PROBLEM REQUIREMENTS
What you give back should match the listing word for word.

INPUT DATA
---+---

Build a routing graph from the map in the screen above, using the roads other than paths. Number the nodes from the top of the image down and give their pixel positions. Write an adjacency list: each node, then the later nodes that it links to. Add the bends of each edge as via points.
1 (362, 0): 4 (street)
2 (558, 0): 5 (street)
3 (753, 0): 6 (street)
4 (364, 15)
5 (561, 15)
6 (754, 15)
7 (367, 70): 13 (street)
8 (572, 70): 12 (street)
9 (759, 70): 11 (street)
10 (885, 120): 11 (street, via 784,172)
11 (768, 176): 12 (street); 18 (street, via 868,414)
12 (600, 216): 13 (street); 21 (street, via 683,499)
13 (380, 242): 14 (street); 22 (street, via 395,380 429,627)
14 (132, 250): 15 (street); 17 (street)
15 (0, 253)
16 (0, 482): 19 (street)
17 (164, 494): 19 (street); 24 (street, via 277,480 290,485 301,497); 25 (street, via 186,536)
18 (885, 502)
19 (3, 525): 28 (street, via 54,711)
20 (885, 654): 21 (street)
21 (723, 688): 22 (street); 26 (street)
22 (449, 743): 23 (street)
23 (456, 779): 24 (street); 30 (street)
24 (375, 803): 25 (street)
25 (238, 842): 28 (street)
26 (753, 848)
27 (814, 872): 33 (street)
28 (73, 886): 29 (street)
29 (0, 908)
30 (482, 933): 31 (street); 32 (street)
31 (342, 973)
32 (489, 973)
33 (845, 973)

---+---

RESPONSE
Build a routing graph from the map in the screen above, using the roads other than paths. Number the nodes from the top of the image down and give their pixel positions. Write an adjacency list: each node, then the later nodes that it links to. Add the bends of each edge as via points.
1 (362, 0): 4 (street)
2 (558, 0): 5 (street)
3 (753, 0): 6 (street)
4 (364, 15)
5 (561, 15)
6 (754, 15)
7 (367, 70): 13 (street)
8 (572, 70): 12 (street)
9 (759, 70): 11 (street)
10 (885, 120): 11 (street, via 784,172)
11 (768, 176): 12 (street); 18 (street, via 868,414)
12 (600, 216): 13 (street); 21 (street, via 683,499)
13 (380, 242): 14 (street); 22 (street, via 395,380 429,627)
14 (132, 250): 15 (street); 17 (street)
15 (0, 253)
16 (0, 482): 19 (street)
17 (164, 494): 19 (street); 24 (street, via 277,480 290,485 301,497); 25 (street, via 186,536)
18 (885, 502)
19 (3, 525): 28 (street, via 54,711)
20 (885, 654): 21 (street)
21 (723, 688): 22 (street); 26 (street)
22 (449, 743): 23 (street)
23 (456, 779): 24 (street); 30 (street)
24 (375, 803): 25 (street)
25 (238, 842): 28 (street)
26 (753, 848)
27 (814, 872): 33 (street)
28 (73, 886): 29 (street)
29 (0, 908)
30 (482, 933): 31 (street); 32 (street)
31 (342, 973)
32 (489, 973)
33 (845, 973)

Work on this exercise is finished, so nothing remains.